FIGURE 1. Western blotting of recombinant TRα2β1-Fc integrins.

Recombinant integrins were partially purified from cell culture supernatants using protein A Sepharose. Aliquots of purified proteins were run on 3-8 % SDS-PAGE gels under non-reducing (panels A, B) or reducing conditions (panels C, D), transferred to nitrocellulose and blotted with anti-human Fc conjugated with horseradish peroxidase. Panels A and C, culture supernatants from cells transfected with wild-type (WT) TRα2 and WT or cation-binding site mutant TRβ1. Panels B and D, culture supernatants from cells transfected with I332G mutant TRα2 (IG) and WT or cation-binding site mutant TRβ1. Migration positions of molecular weight markers are indicated (kDa).
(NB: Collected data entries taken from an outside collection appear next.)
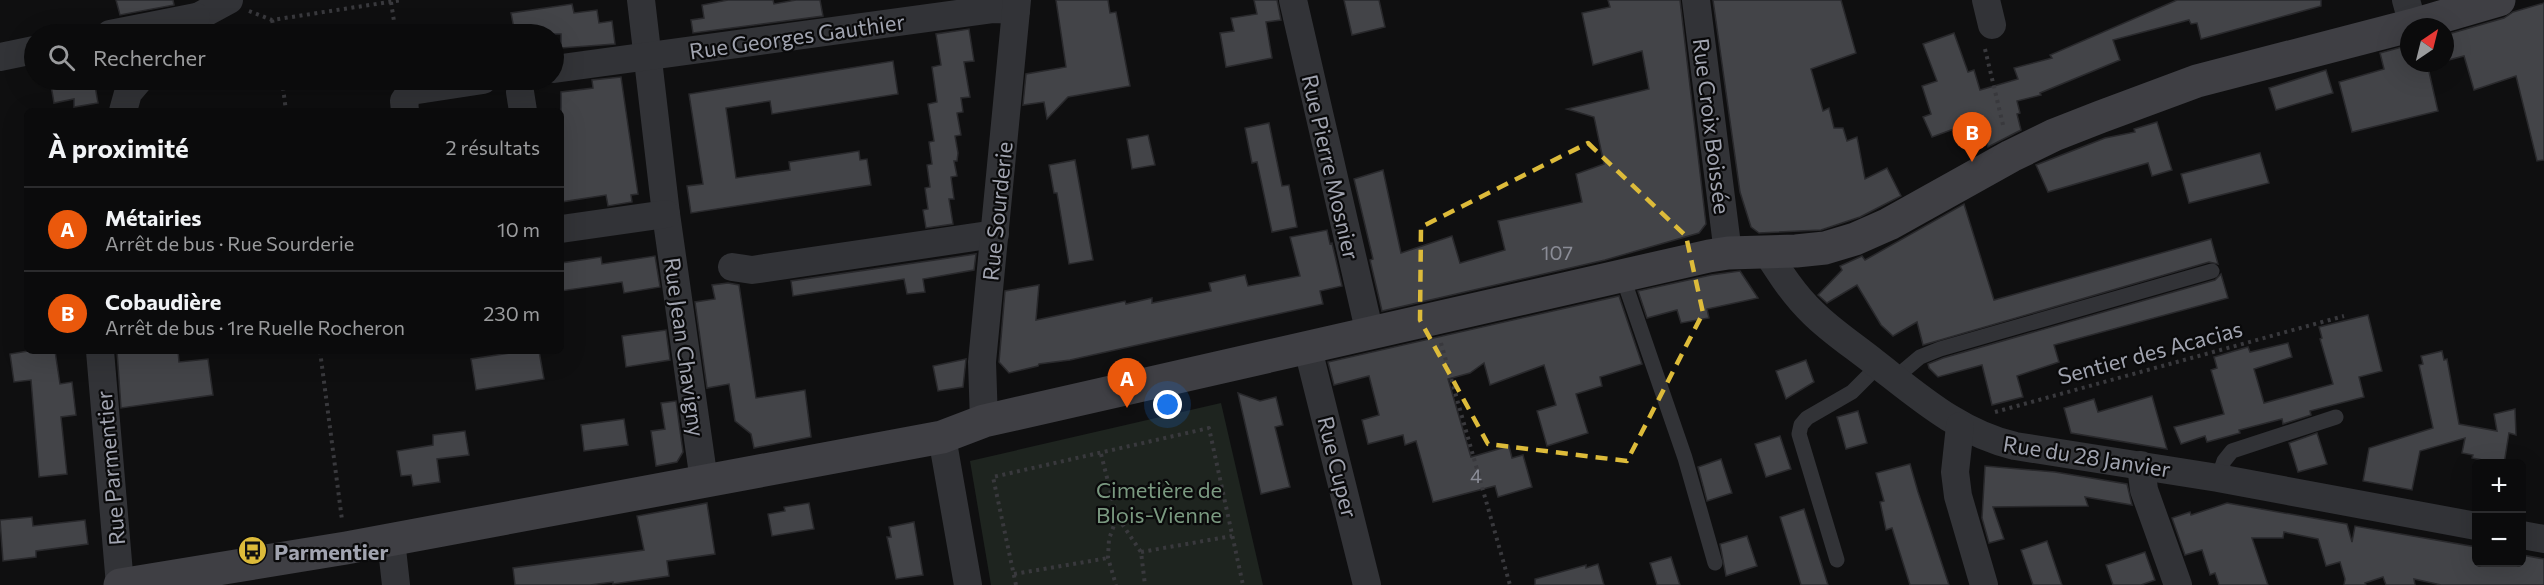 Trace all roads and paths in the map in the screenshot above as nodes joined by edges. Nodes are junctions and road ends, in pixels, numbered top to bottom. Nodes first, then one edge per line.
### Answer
1 (402, 0) edge
2 (641, 0) edge
3 (1293, 0) edge
4 (1696, 0) edge
5 (2499, 0) edge
6 (227, 1) edge
7 (391, 2) junction
8 (1017, 5) edge
9 (1989, 13) edge
10 (2409, 13) edge
11 (196, 17) junction
12 (272, 20) junction
13 (161, 24) edge
14 (184, 24) edge
15 (273, 24) edge
16 (394, 24) edge
17 (24, 52) edge
18 (649, 56) junction
19 (0, 57) edge
20 (564, 68) edge
21 (131, 90) edge
22 (283, 90) edge
23 (423, 90) edge
24 (124, 108) edge
25 (286, 108) edge
26 (405, 108) edge
27 (2011, 156) junction
28 (666, 214) junction
29 (564, 230) edge
30 (994, 234) junction
31 (1766, 251) junction
32 (1728, 253) junction
33 (732, 267) dead end
34 (2212, 271) dead end
35 (1622, 275) junction
36 (2344, 316) dead end
37 (1434, 320) junction
38 (1370, 334) junction
39 (1308, 349) junction
40 (100, 354) edge
41 (320, 354) edge
42 (1886, 372) junction
43 (2336, 417) dead end
44 (984, 421) junction
45 (1966, 429) junction
46 (942, 438) junction
47 (1101, 454) junction
48 (2140, 465) junction
49 (2218, 478) junction
50 (704, 481) junction
51 (1117, 517) junction
52 (2472, 525) edge
53 (1232, 536) junction
54 (2526, 536) edge
55 (2544, 539) edge
56 (391, 540) junction
57 (346, 548) junction
58 (1141, 552) junction
59 (1108, 558) junction
60 (1837, 560) dead end
61 (1715, 563) dead end
62 (1014, 574) junction
63 (120, 585) edge
64 (396, 585) edge
65 (968, 585) edge
66 (1016, 585) edge
67 (1116, 585) edge
68 (1145, 585) edge
69 (1243, 585) edge
70 (1368, 585) edge
71 (1510, 585) edge
72 (1984, 585) edge
73 (2178, 585) edge

1 - 7 path
2 - 18 street, Rue Jean Chavigny
3 - 38 street, Rue Pierre Mosnier
4 - 32 street, Rue Croix Boissée
5 - 10 street
6 - 11 street
6 - 12 path
7 - 12 path
7 - 16 path
8 - 18 street, Rue Georges Gauthier
8 - 30 street, Rue Sourderie
9 - 27 path
10 - 27 street
11 - 13 street
11 - 14 street
12 - 15 path
17 - 19 street
18 - 20 street, Rue Georges Gauthier
18 - 28 street, Rue Jean Chavigny
21 - 24 street
22 - 25 path
23 - 26 street
27 - 31 street
28 - 29 street
28 - 50 street, Rue Jean Chavigny
30 - 33 street
30 - 44 street, Rue Sourderie
31 - 32 street
31 - 42 street, Rue du 28 Janvier
32 - 35 street
34 - 42 lane
35 - 37 street
35 - 61 lane
36 - 45 path, Sentier des Acacias
37 - 38 street
37 - 71 path
38 - 39 street
39 - 44 street
39 - 70 street, Rue Cuper
40 - 63 street, Rue Parmentier
41 - 57 path
42 - 45 street, Rue du 28 Janvier
42 - 60 lane
43 - 49 lane
44 - 46 street
45 - 48 street, Rue du 28 Janvier
45 - 72 street
46 - 50 street
46 - 65 street
47 - 51 path
47 - 53 path
47 - 62 path
48 - 49 street, Rue du 28 Janvier
48 - 73 street
49 - 52 street, Rue du 28 Janvier
50 - 56 street
51 - 58 path
51 - 59 path
53 - 58 path
53 - 69 path
54 - 55 street
56 - 57 street
56 - 64 street
57 - 63 street
58 - 68 path
59 - 62 path
59 - 67 path
62 - 66 path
Under non-reducing conditions a predominant band at ~ 240 kDa is observed, close to the expected size for the TRα2β1-Fc heterodimer. Under reducing conditions disulfide bonds between the Fc hinge regions are broken and two predominant bands of ~ 140 kDa and ~ 100 kDa are observed, corresponding to the expected sizes of TRα2 and TRβ1 proteins, respectively. For unknown reasons the β subunit band reacts much more weakly with the anti-human Fc antibody than the α subunit band (31). The 240 and 100 kDa bands are reactive with the anti-β1 mAb TS2/16; the 240 and 140 kDa bands are reactive with anti-α2 mAb JA212 (not shown). These bands are not observed in proteins purified from the supernatants of mock-transfected cells.